Антон Павлович что-то ей сказал. Она кивнула в ответ, взяла меня за руку и посадила третьим за парту, где-то в середине класса. Потом она вернулась к доске и стала опять писать и что-то объяснять. Я ничего не понимал, и долго потом на уроках я никак не мог догнать одноклассников в умении понимать и решать. Читать и писать я научился еще до школы, но тут возникла какая-то оторопь. За партой сидеть было тесно, писать на ней было неудобно. Палочки и крючки, а потом и буквы в моей тетради получались некрасивыми. А когда стали писать чернилами, появились кляксы, которые я пытался стереть пальцем. От неудач в школу мне ходить расхотелось. Наверное, тогда я был обречен стать бесперспективным для учителей удочником, т. е. троечником. Конечно, таких, как я, в классе было еще несколько человек. С тех пор я почувствовал традиционное школьное неравенство. Из общей среды сразу выделилась группа отличников и благополучных и группа незадачливых, отстающих, ленивых и, соответственно, недисциплинированных учеников. Группа эта складывалась по различным причинам и поводам. В ней оказывались отнюдь не только нерадивые и недисциплинированные. Было и так, что в число бесперспективных попадали и ученики, не лишенные способностей и даже таланта. Но их почему-то не замечали учителя, однажды определив их туда по каким-то случайным фактам неудач. Они попадали в этот общий серый разряд. Я замечал эту учительскую несправедливость не только на себе. Мне всегда хотелось быть отмеченным похвалой. Я старался. Но учитель будто бы мне не верил и редко ставил мне оценку выше «уд.».

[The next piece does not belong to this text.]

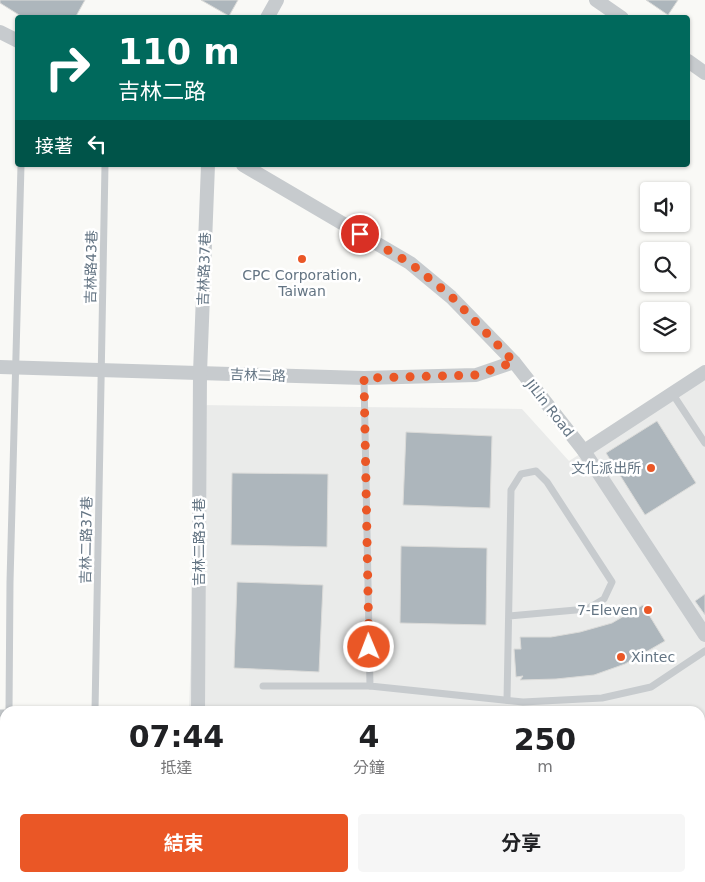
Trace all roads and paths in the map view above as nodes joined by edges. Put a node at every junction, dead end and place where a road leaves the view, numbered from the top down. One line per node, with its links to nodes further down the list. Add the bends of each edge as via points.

Много лет спустя, когда уже мой младший сын пошел учиться в ту же школу, в которой окончилось мое детство, я снова столкнулся со знакомой мне профессионально-несправедливой самоуверенностью учителя в оценке способностей и возможностей доверенного ему ребенка. Помню маленькую, симпатичную учительницу с грузинской фамилией – классного руководителя моего Алексея. Ее нельзя было упрекнуть в невнимательности к детям, в незнании своего предмета. Она уже имела опыт педагогической работы. И, к сожалению, уже успела унаследовать профессиональную безапелляционность оценок, свойственную учителям. Как-то однажды на родительском собрании она мне спокойно сказала: «Ваш Алеша очень хороший мальчик. Он очень старается. Но выше тройки он не поднимется». Почему она так уверенно охарактеризовала ребенка, который только-только стал делать самостоятельные шаги в учебе? Она обязана была научить его преодолевать непонятное и выполнять все ее задания. Вместо этого она безоговорочно определила такую серую перспективу «хорошему мальчику Алеше». Я не стал тогда спорить с ней. Но сам сделал все, чтобы получить от сына совсем другой результат. И мне это удалось. Сам же я из разряда непутевых троечников сумел выйти в прилично успевающие с помощью других учителей, которые сумели по-иному оценить мои возможности. Правда, меня никто из учителей не приговаривал так сурово, на всю жизнь. В сентябре 1932 года я пошел учиться в 15-ю школу ДОНО, и все у меня было впереди.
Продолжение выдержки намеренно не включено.